Submission to these arrangements is near irresistible because the portent of social and
economic failure-- the fear of falling behind, of being deemed outdated. The rhythms of
technological consumption are inseparable from the requirements of continual self-
administration. Every new product or service presents itself as essential for the
bureaucratic organization of one’s life (46).

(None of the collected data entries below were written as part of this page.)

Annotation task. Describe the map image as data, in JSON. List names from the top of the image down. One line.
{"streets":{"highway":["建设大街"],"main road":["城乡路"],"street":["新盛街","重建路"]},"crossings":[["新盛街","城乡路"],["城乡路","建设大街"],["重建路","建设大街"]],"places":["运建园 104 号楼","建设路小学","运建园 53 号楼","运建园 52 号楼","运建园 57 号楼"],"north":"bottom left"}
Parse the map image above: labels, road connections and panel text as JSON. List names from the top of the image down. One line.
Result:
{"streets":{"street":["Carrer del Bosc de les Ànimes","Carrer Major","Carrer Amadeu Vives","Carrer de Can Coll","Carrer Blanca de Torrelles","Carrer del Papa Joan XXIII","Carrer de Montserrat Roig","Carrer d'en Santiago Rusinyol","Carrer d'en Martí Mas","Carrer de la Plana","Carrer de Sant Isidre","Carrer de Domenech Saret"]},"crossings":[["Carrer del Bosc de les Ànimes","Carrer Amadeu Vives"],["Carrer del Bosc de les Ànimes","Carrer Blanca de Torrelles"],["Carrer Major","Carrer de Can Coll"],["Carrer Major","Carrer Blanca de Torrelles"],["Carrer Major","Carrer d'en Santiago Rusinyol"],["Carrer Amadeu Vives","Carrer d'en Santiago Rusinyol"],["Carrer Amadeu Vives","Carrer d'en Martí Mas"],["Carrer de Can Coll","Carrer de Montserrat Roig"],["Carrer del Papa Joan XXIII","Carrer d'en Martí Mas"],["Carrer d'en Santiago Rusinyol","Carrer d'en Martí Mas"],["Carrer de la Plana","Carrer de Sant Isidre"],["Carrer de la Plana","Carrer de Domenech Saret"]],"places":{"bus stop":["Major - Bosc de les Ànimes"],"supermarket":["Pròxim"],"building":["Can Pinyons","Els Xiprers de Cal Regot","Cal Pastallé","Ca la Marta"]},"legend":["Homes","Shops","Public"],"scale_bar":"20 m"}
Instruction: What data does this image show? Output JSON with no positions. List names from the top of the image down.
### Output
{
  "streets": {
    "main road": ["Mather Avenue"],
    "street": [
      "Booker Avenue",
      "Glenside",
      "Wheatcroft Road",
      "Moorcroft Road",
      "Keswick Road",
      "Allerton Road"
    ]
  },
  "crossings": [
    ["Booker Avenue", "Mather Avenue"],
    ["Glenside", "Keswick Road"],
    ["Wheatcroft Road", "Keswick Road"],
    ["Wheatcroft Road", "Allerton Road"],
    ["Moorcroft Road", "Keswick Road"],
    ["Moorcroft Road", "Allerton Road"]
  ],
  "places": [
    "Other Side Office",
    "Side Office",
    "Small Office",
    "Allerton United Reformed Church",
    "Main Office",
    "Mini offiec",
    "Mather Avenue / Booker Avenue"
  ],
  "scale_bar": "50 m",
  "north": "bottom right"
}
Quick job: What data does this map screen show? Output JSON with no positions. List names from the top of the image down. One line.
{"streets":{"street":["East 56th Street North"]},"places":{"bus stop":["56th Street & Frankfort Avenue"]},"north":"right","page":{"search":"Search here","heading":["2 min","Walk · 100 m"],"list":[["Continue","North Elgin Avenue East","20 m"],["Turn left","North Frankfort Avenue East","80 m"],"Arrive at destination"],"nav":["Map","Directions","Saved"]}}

            The 24/7’s all encompassing rule creates a new form of extra economic coercion, where the
threat of removal from the cycle remains as oppressive as the direct participation in the cycle.
What results from this coercion is a large number of subjects dwelling passively in a liminal
space, somewhere between avoidance and participation, and in the end, no matter how
strongly opposed, one still remains affected by the 24/7’s authoritative rule, whether one is
participating willingly or not.


            The cycle of work and consumption has become so relentless, that an ironic issue has
resulted; humans now must buy their sleep. Overwhelmed by the stresses and anxieties of the
24/7 cycle, an insomniac condition develops where one cannot sleep due to worry, and one
must tranquilize themselves in order to acquire the adequate amount of sleep to prepare for
the monotonously repetitive, soul-crushing cycle of work. Crary states,


All of the encroachments on it create the insomniac conditions in which sleep must be
bought. Statistics of soaring use of hypnotics show that, in 2010, around fifty million
Americans were prescribed compounds like Ambien or Lunesta, and many millions
more bought over the counter sleep products (18).

 

            Capitalists have successfully commoditized humanity’s last safe haven, so even if an
individual’s sleep hasn’t been exploited outright, a profit can still be turned, which in turn
adds to the girth of the capitalists engorged belly that disgustingly protrudes over their belts,
full from its voracious quest for economic dominance as it eradicates and infiltrates
humanity’s last standing social defense.


            In previous generations, the sanctity of sleep had gone undisturbed, however, now
with the invention and integration of the smartphone, humanity’s once romantic dreamscape
has now turned into a blue-light induced nightmare that permanently violates the paradise of
sleep. The capitalists provide their consumers with the perfect tool to firmly establish the
24/7 nature of capitalism as an eternal law. Zombie-like faces stare into a glaring abyss,
shopping eternally, as if they were doomed just as Sisyphus was, yet instead of being bound by a boulder they’re bound by an online shopping cart. The smartphone has seamlessly
eradicated barriers of consumption that had previously stood in the capitalists way. Stores
now exist in an incorporeal region untouched by night where closing hours don’t apply and
consumption never ceases. As Crary states, “The planet becomes reimagined as a nonstop
work site or an always open shopping mall of infinite choices, tasks, selections, and
digressions. Sleeplessness is the state in which producing, consuming, and discarding occur
without pause, hastening the exhaustion of life and the depletion of resources” (17). The
smartphone had been advertised as a tool of liberation, invented to bring humanity to a new
frontier of knowledge. Yet in the hands of the capitalist it acts as a digital form of slavery, each
click serving as another link on the heavy chains that bind humanity in the inescapable 24/7
cycle.

            The fiendish ideology of neoliberalism has successfully inculcated the masses into the
belief that an unimpeded cycle of 24/7 work and consumption remains as unchanging and
eternal as the natural laws that dictate the function of the universe. Now indistinguishable
from divine law, 24/7’s relentless rule will proceed in crushing humanity’s last safe haven of
sleep and social solace. Humanity now resides on the precipice of an age of darkened
consciousness, where no light is permitted but that of the shining demigod forms of
technology that illuminate the complacent and docile faces of generations to come.